Start here: Talk to a lawyer and triage
No matter what’s left in the bank, or whether it comes from asset sales or unspent investor funds, you need to embark on a triage process. “The biggest thing is that you need to get advice from counsel and understand what you can walk away from,” says Gaviria, who has seen many startups go belly-up, including one in the late 1990s where laid-off employees grabbed printers and desk chairs on their way out the door.
In what Gaviria calls the “gold standard” of orderly wind-downs, bills to creditors, landlords, suppliers and others are paid, employees get severance and investors walk away with something. If that’s not possible, start prioritizing: “Maybe [the cloud provider] doesn’t get paid, or the landlord doesn’t,” he says, by way of example. “You need to understand where the lines are to meet obligations where there is the highest risk of liability and you don’t end up with creditors coming after you.”
Get in line: Employees first, you last
You will likely be the last one paid, if you walk away with anything at all. Your first obligation is to employees, for which there are legal and tax ramifications.
“Employees are sacred,” says Comer. “They are the number one recipient of everything. Pay off employees first, including back wages, vacation pay, before everything else. Then you can get into paying off creditors and debt holders by priority of secured and unsecured, then investors according to preferred shares. The last is owners.”

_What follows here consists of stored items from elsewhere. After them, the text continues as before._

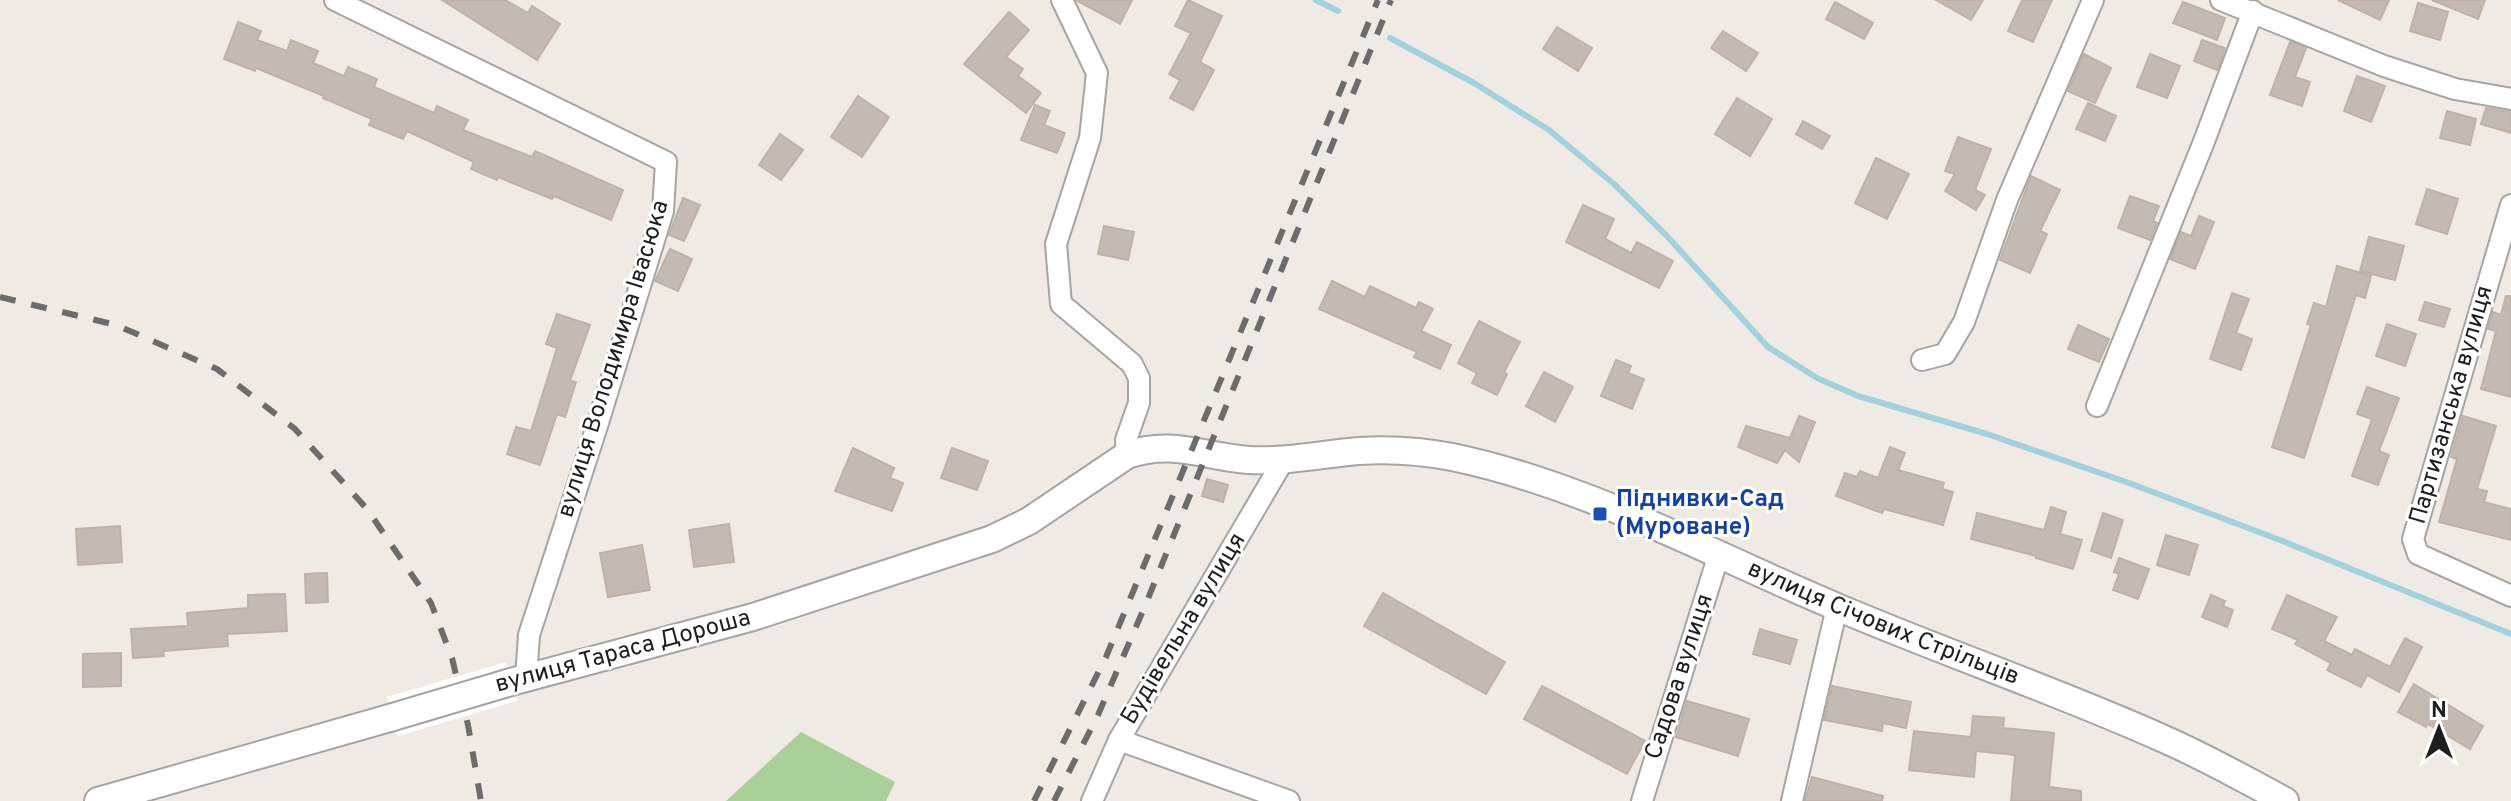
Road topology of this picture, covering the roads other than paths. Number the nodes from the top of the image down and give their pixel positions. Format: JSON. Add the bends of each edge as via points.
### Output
{"nodes":[{"id":1,"x":335,"y":0,"type":"edge"},
{"id":2,"x":1062,"y":0,"type":"edge"},
{"id":3,"x":2093,"y":0,"type":"edge"},
{"id":4,"x":2221,"y":0,"type":"edge"},
{"id":5,"x":2253,"y":11,"type":"junction"},
{"id":6,"x":2511,"y":99,"type":"edge"},
{"id":7,"x":2511,"y":205,"type":"edge"},
{"id":8,"x":1922,"y":360,"type":"dead end"},
{"id":9,"x":2097,"y":406,"type":"dead end"},
{"id":10,"x":1127,"y":455,"type":"junction"},
{"id":11,"x":1283,"y":461,"type":"junction"},
{"id":12,"x":1719,"y":554,"type":"junction"},
{"id":13,"x":2511,"y":596,"type":"edge"},
{"id":14,"x":1837,"y":607,"type":"junction"},
{"id":15,"x":519,"y":680,"type":"junction"},
{"id":16,"x":1119,"y":740,"type":"junction"},
{"id":17,"x":98,"y":801,"type":"edge"},
{"id":18,"x":1092,"y":801,"type":"edge"},
{"id":19,"x":1289,"y":801,"type":"edge"},
{"id":20,"x":1642,"y":801,"type":"edge"},
{"id":21,"x":1792,"y":801,"type":"edge"},
{"id":22,"x":2285,"y":801,"type":"edge"}],
"edges":[{"from":1,"to":15,"type":"street","name":"вулиця Володимира Івасюка","via":[[666,162],[663,211]]},
{"from":2,"to":10,"type":"street","via":[[1097,73],[1090,138],[1056,244],[1061,304],[1132,364],[1139,378]]},
{"from":3,"to":8,"type":"street","via":[[2007,200],[1964,322],[1945,354]]},
{"from":4,"to":5,"type":"street"},
{"from":5,"to":6,"type":"street","via":[[2384,66],[2455,89]]},
{"from":5,"to":9,"type":"street"},
{"from":7,"to":13,"type":"street","name":"Партизанська вулиця","via":[[2413,539],[2418,554]]},
{"from":10,"to":11,"type":"street","name":"вулиця Січових Стрільців","via":[[1168,447]]},
{"from":10,"to":15,"type":"street","name":"вулиця Тараса Дороша","via":[[1029,521],[992,539],[753,617]]},
{"from":11,"to":12,"type":"street","name":"вулиця Січових Стрільців","via":[[1388,450],[1451,457],[1576,494]]},
{"from":11,"to":16,"type":"street","name":"Будівельна вулиця"},
{"from":12,"to":14,"type":"street","name":"вулиця Січових Стрільців"},
{"from":12,"to":20,"type":"street","name":"Садова вулиця"},
{"from":14,"to":21,"type":"street"},
{"from":14,"to":22,"type":"street","name":"вулиця Січових Стрільців","via":[[2164,739]]},
{"from":15,"to":17,"type":"street","name":"вулиця Тараса Дороша","bridge":true},
{"from":16,"to":18,"type":"street","name":"Будівельна вулиця"},
{"from":16,"to":19,"type":"street"}]}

Pay the bills and close the contracts
If you can’t pay off all bills, you must create a priority list of outstanding obligations that could come back to haunt the founders and officers. Employee options should be accelerated or canceled, for example. Other items to consider: possible legal disputes, certain debts, customer agreements and open contracts. “There is still liability out there if you haven’t terminated contracts,” says Comer. “A lot of them auto-renew and when people walk away, that’s dangerous.” Permits and licenses should also not be left open for risk of being used by others in your name.
Paperwork matters
It’s not enough to file a dissolution document with the secretary of state. Businesses must file a final tax return with the IRS, including payroll tax obligations. The IRS can hold owners personally liable and seize personal assets if they go unpaid. Employee final transactions should also include clear separation agreements that absolve founders and the company of any liability.
Look for other business closure rules, too, and be aware that requirements may vary by state. In Virginia, as Oltyan found out, founders must file with the state employment commission. Some states require founders to inform creditors both privately and publicly. In Colorado, companies with creditors must post a notice in a publication announcing the business’s closure.
It’s best to start with the end in mind
Startups will be in the best position to wind down gracefully when there is a solid operating agreement in place that covers the details of a closure, such as who has decision-making authority, how assets are distributed and who gets paid and in what order. This is not usually top of mind when you’re starting out — either you don’t want to jinx your potential or you don’t want to think about worst-case scenarios.
But the best time to prepare for a potential shutdown of your business is truly the day you start your business, legal experts advise. “It can be a painful discussion,” says Comer. “But certainly less painful than when things go south.”